What is needed
Out of the data below, copy every line with the string "Terrace".

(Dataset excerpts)
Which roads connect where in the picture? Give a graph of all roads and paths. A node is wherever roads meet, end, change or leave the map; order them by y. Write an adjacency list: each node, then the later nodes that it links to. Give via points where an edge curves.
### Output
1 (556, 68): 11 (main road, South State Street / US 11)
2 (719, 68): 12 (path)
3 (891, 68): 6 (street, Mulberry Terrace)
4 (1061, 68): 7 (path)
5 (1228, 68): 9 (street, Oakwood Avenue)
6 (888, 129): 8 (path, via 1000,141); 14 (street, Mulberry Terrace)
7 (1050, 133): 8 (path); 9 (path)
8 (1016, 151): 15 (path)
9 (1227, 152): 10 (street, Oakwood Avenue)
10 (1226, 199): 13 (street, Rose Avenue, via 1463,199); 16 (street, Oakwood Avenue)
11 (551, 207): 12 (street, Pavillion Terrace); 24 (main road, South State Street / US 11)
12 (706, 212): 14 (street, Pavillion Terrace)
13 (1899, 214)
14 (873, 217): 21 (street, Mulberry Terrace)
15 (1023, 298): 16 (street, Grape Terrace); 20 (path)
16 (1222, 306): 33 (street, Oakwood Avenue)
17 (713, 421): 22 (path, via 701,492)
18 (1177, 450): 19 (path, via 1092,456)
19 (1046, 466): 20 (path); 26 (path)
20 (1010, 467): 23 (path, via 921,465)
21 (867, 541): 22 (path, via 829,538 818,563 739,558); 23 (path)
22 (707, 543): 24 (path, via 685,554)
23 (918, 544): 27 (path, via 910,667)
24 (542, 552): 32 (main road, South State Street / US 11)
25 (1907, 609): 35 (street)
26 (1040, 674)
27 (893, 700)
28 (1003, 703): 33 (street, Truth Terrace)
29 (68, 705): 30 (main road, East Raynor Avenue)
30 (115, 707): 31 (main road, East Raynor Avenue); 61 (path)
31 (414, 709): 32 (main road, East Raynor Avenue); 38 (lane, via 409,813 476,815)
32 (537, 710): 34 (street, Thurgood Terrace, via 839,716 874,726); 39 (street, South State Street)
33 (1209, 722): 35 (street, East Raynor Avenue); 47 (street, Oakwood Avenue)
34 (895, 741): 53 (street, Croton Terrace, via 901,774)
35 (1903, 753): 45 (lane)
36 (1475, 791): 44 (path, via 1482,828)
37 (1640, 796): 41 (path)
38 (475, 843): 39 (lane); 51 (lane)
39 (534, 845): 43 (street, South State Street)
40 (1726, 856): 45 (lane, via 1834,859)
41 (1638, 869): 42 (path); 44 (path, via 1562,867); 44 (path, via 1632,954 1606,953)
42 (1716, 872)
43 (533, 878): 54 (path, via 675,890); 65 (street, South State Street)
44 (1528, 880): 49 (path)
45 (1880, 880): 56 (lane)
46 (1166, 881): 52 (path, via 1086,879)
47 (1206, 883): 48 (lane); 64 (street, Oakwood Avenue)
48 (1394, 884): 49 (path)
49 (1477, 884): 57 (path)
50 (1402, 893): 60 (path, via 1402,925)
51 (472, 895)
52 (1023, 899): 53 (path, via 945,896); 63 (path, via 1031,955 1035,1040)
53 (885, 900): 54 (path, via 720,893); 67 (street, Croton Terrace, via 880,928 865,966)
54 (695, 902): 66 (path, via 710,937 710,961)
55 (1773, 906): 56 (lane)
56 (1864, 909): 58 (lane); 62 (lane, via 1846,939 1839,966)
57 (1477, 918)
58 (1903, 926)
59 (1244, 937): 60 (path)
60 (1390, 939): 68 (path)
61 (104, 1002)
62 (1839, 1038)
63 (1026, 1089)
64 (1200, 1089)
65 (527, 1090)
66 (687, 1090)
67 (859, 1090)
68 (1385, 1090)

Completed task
3 (891, 68): 6 (street, Mulberry Terrace)
6 (888, 129): 8 (path, via 1000,141); 14 (street, Mulberry Terrace)
11 (551, 207): 12 (street, Pavillion Terrace); 24 (main road, South State Street / US 11)
12 (706, 212): 14 (street, Pavillion Terrace)
14 (873, 217): 21 (street, Mulberry Terrace)
15 (1023, 298): 16 (street, Grape Terrace); 20 (path)
28 (1003, 703): 33 (street, Truth Terrace)
32 (537, 710): 34 (street, Thurgood Terrace, via 839,716 874,726); 39 (street, South State Street)
34 (895, 741): 53 (street, Croton Terrace, via 901,774)
53 (885, 900): 54 (path, via 720,893); 67 (street, Croton Terrace, via 880,928 865,966)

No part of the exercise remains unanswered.